Health bosses across the country will soon have “no excuses” not to roll out programmes to reduce the risk of older people falling after a new resource was developed in Nottingham, according to a leading expert.
The city has been at the forefront of research to help embed strength and balance exercise training to prevent falls, which are the leading cause of unintentional injury in older people.
A team of researchers at the University of Nottingham funded by the National Institute of Health Research (NIHR) Collaboration for Leadership in Applied Health Research and Care (CLAHRC) East Midlands have been working on ways to increase the availability of such programmes.
As an outcome of their work during the PHISICAL study, a toolkit has been developed to enable commissioners and providers to implement the Falls Management Exercise (FaME) programme, which includes balance, endurance and strength exercises as well as techniques for getting up from the floor after a fall. A study in 2014 showed that FaME increased physical activity levels and significantly reduced falls by 26 per cent in the over 65s.
This implementation toolkit provides evidence-based information on how to commission and provide a group-based strength and balance training programme in the community, with all the necessary templates needed to get a service rolled out.
It was showcased at the national Home Safety Congress staged by the Royal Society for the Prevention of Accidents which took place on February 27 at the National Space Centre in Leicester, ahead of a launch this spring.
Elizabeth Orton, who is Associate Professor and Consultant in Public Health, Faculty of Medicine and Health Sciences from the University of Nottingham, leading the CLAHRC East Midlands study, said: “Fall admissions account for four million hospital bed days in England each year, which is costing our health service £2 billion every year.
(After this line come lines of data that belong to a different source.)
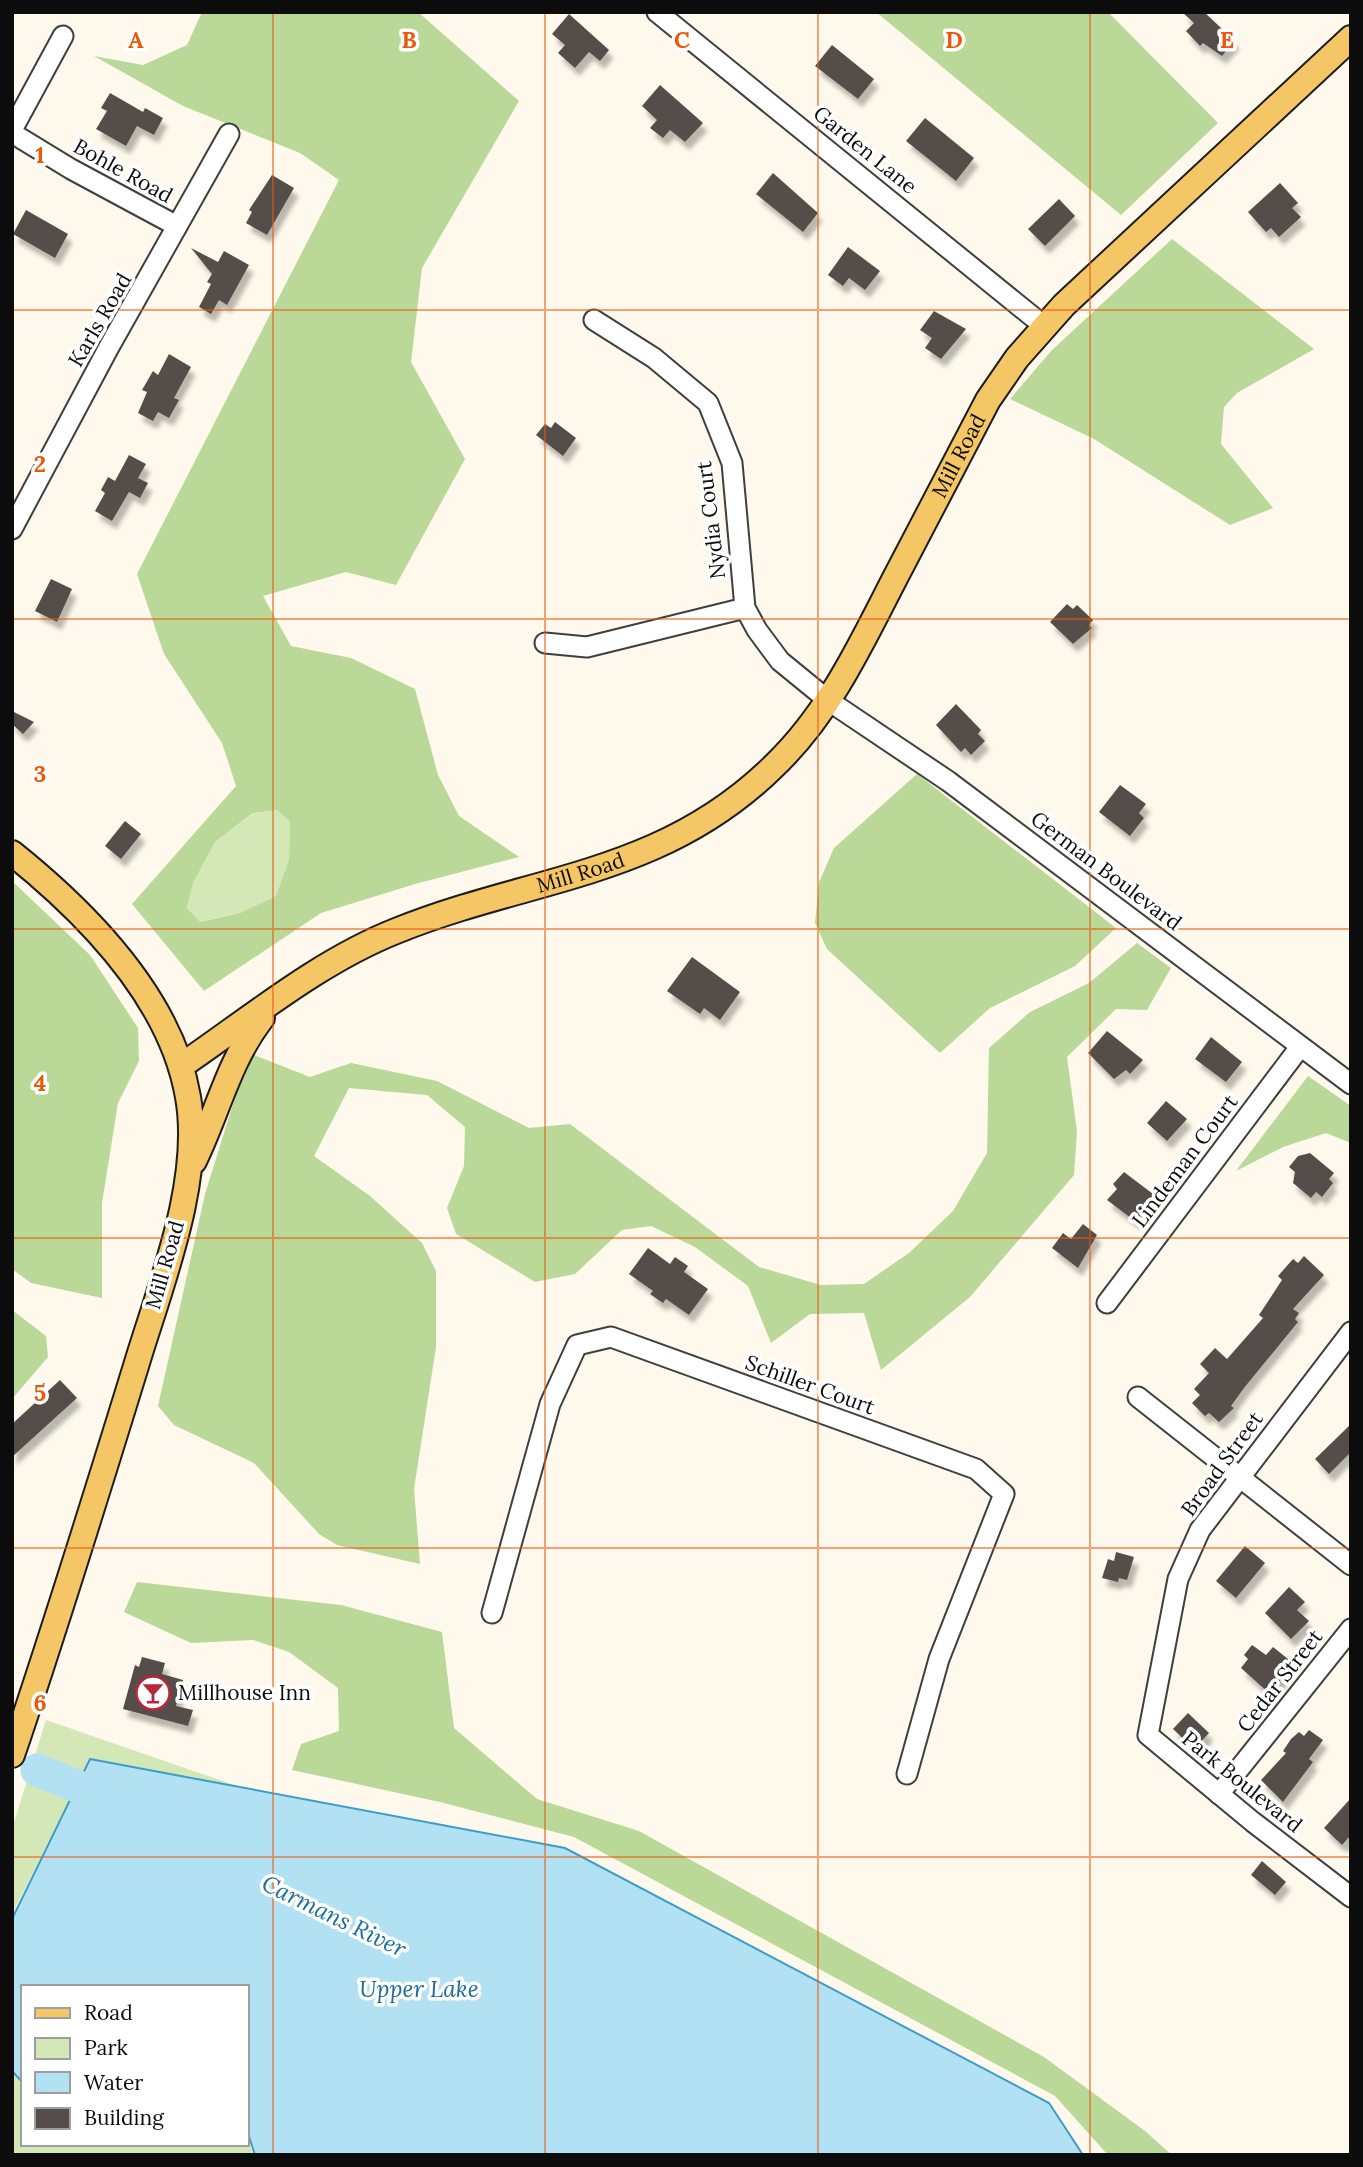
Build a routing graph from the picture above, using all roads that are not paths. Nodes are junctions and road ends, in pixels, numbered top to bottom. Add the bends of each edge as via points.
1 (657, 12) edge
2 (63, 36) dead end
3 (1351, 38) edge
4 (12, 132) edge
5 (229, 134) dead end
6 (177, 226) junction
7 (594, 320) dead end
8 (1044, 326) junction
9 (12, 529) edge
10 (745, 608) junction
11 (545, 643) dead end
12 (829, 701) junction
13 (12, 853) edge
14 (278, 998) junction
15 (1300, 1047) junction
16 (181, 1066) junction
17 (1351, 1084) edge
18 (187, 1176) junction
19 (1107, 1303) dead end
20 (1351, 1332) edge
21 (1138, 1397) dead end
22 (1238, 1477) junction
23 (1351, 1565) edge
24 (492, 1613) dead end
25 (1351, 1629) edge
26 (1156, 1682) joint
27 (12, 1755) edge
28 (907, 1774) dead end
29 (1219, 1794) junction
30 (1351, 1897) edge

1 - 8 street, Garden Lane
2 - 4 street
3 - 8 main road, Mill Road
4 - 6 street, Bohle Road
5 - 6 street, Karls Road
6 - 9 street, Karls Road
7 - 10 street, Nydia Court via 654,358 708,403 732,463
8 - 12 main road, Mill Road via 988,400
10 - 11 street via 587,647
10 - 12 street, Nydia Court via 780,661
12 - 14 main road, Mill Road via 767,773 688,830 600,869 393,932
12 - 15 street, German Boulevard via 948,781
13 - 16 main road via 74,906 109,944 166,1029
14 - 16 main road, Mill Road
14 - 18 main road via 240,1049
15 - 17 street, German Boulevard
15 - 19 street, Lindeman Court
16 - 18 main road, Mill Road via 192,1123
18 - 27 main road, Mill Road via 94,1509
20 - 22 street, Broad Street
21 - 22 street
22 - 23 street
22 - 26 street, Broad Street via 1200,1530 1178,1579
24 - 28 street, Schiller Court via 550,1404 577,1345 611,1337 976,1469 1003,1494 939,1658
25 - 29 street, Cedar Street
26 - 29 street, Park Boulevard via 1148,1735
29 - 30 street, Park Boulevard

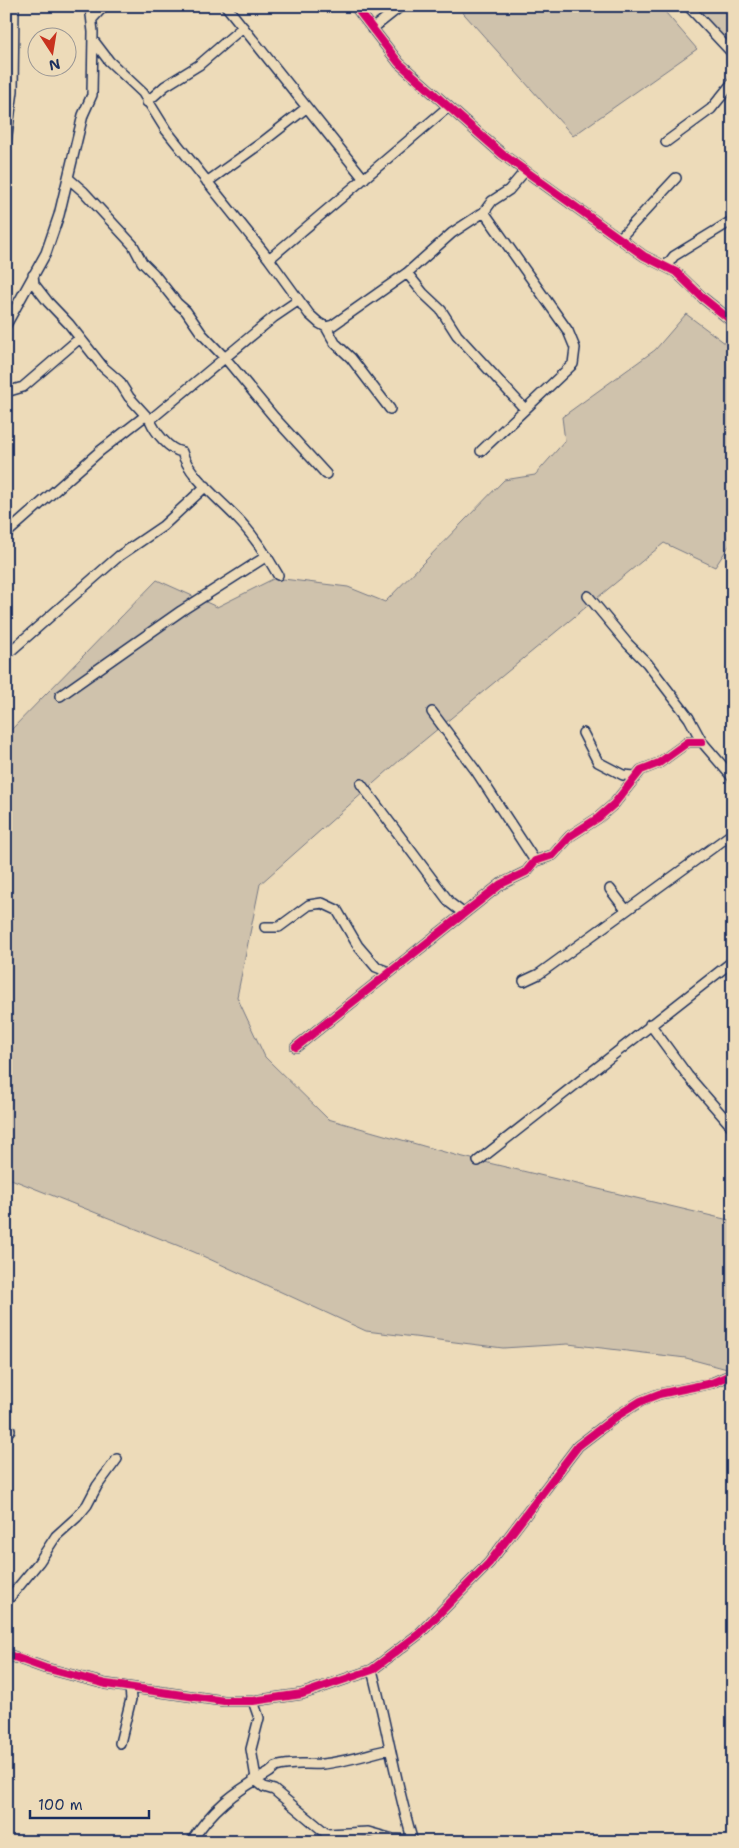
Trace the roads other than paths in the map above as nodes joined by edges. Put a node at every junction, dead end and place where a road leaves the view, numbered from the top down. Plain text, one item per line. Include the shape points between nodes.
1 (14, 6) edge
2 (90, 6) edge
3 (104, 6) edge
4 (226, 6) edge
5 (355, 6) edge
6 (401, 6) edge
7 (688, 6) edge
8 (93, 18) junction
9 (243, 27) junction
10 (372, 29) junction
11 (93, 40) junction
12 (733, 54) edge
13 (733, 82) edge
14 (148, 102) junction
15 (306, 108) junction
16 (447, 108) junction
17 (6, 142) edge
18 (666, 142) dead end
19 (525, 171) junction
20 (68, 178) junction
21 (364, 178) junction
22 (676, 178) dead end
23 (207, 182) junction
24 (484, 212) junction
25 (733, 220) edge
26 (620, 238) junction
27 (269, 259) junction
28 (666, 266) junction
29 (407, 273) junction
30 (33, 275) junction
31 (299, 300) junction
32 (733, 322) edge
33 (6, 325) edge
34 (326, 327) junction
35 (80, 338) junction
36 (226, 359) junction
37 (6, 392) edge
38 (524, 408) junction
39 (390, 409) dead end
40 (148, 418) junction
41 (481, 451) dead end
42 (326, 474) dead end
43 (206, 486) junction
44 (6, 534) edge
45 (267, 556) junction
46 (278, 575) dead end
47 (588, 596) dead end
48 (6, 655) edge
49 (60, 696) dead end
50 (432, 712) dead end
51 (583, 733) dead end
52 (702, 742) junction
53 (635, 776) junction
54 (733, 778) edge
55 (361, 784) dead end
56 (733, 833) edge
57 (535, 861) junction
58 (610, 889) dead end
59 (626, 910) junction
60 (463, 913) junction
61 (265, 927) dead end
62 (733, 962) edge
63 (389, 972) junction
64 (524, 981) dead end
65 (650, 1024) junction
66 (296, 1047) dead end
67 (733, 1128) edge
68 (478, 1161) dead end
69 (733, 1374) edge
70 (117, 1459) dead end
71 (6, 1602) edge
72 (6, 1654) edge
73 (372, 1670) junction
74 (130, 1688) junction
75 (253, 1702) junction
76 (120, 1743) dead end
77 (390, 1749) junction
78 (255, 1779) junction
79 (412, 1841) edge
80 (191, 1842) edge

1 - 17 street via 13,91
2 - 8 street
3 - 8 street
4 - 9 street
5 - 10 street
6 - 10 street
7 - 12 street
8 - 11 street
9 - 14 street via 199,65 165,86
9 - 15 street
10 - 16 street via 398,63
11 - 14 street
11 - 20 street via 92,95 83,115
13 - 18 street via 711,110
14 - 23 street
15 - 21 street
15 - 23 street
16 - 19 street
16 - 21 street
19 - 24 street
19 - 26 street
20 - 30 street via 46,254
20 - 36 street via 133,245 142,262
21 - 27 street
22 - 26 street
23 - 27 street
24 - 29 street via 452,233
24 - 38 street via 568,330 575,348 573,364
25 - 28 street via 674,256
26 - 28 street via 657,264
27 - 31 street
28 - 32 street
29 - 34 street
29 - 38 street via 441,310 457,335
30 - 33 street
30 - 35 street via 38,289
31 - 34 street via 318,323
31 - 36 street
34 - 39 street
35 - 37 street via 23,386
35 - 40 street
36 - 40 street
36 - 42 street
38 - 41 street
40 - 43 street via 163,439 175,451 182,452 186,463
40 - 44 street via 100,451
43 - 45 street via 236,516
43 - 48 street via 163,526 119,556
45 - 46 street
45 - 49 street
47 - 52 street via 652,670 689,718
50 - 57 street
51 - 53 street via 598,762 623,775
52 - 53 street via 688,742
52 - 54 street
53 - 57 street via 623,794 598,818 570,836 553,855
55 - 60 street via 450,902
56 - 59 street
57 - 60 street via 529,869 512,877
58 - 59 street
59 - 64 street via 539,974
60 - 63 street
61 - 63 street via 279,927 309,905 322,903 338,910 358,946 376,967
62 - 65 street
63 - 66 street
65 - 67 street via 688,1076
65 - 68 street
69 - 73 street via 712,1383 641,1401 578,1446 489,1563 419,1634
70 - 71 street via 87,1505 56,1536
72 - 74 street via 45,1668
73 - 75 street via 302,1694
73 - 77 street
74 - 75 street
74 - 76 street via 131,1699
75 - 78 street via 259,1718 251,1749
77 - 78 street via 324,1764 283,1765
77 - 79 street
78 - 79 street via 274,1790 327,1834 368,1832
78 - 80 street via 208,1818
“Falls in older people are a leading cause of unintentional injury. Due to an ageing population, the occurrence of injuries is likely to increase unless more is done to reduce older people’s falls risk.
“The case for investing in strength and balance exercises for adults at risk of falling is clear. Each year around a third of over 65s and half of those aged over 80 have at least one fall. These falls can result in painful injuries, loss of confidence and potentially the loss of independence. Yet, with better strength and balance, many of these falls could be prevented.
“Strength and balance exercise programmes are recommended nationally, to prevent falls in older people. However, the commissioning of such programmes is inconsistent across England. That’s why we have developed this toolkit, it means commissioners will have no excuses to start rolling out these programmes.”
The toolkit includes sections on topics such as developing a business case, service specification and cost calculator, workforce considerations, quality assurance, publicity materials such as posters and case studies.
NIHR CLAHRC East Midlands is a partnership of the NHS, universities, patients and industry which sets out to improve patient outcomes by conducting research of local relevance and international quality.
Professor Kamlesh Khunti, who is the Director of the CLAHRC East Midlands, said: “Falls are an important cause of disability and loss of independence in older age and they can lead to loss of confidence, increased social isolation and severe injuries. As the number of older people is increasing in the UK, this problem is set to get worse. This is why CLAHRC East Midlands has been working to improve and speed up prevention strategies key to ensuring older people remain safe and independent.”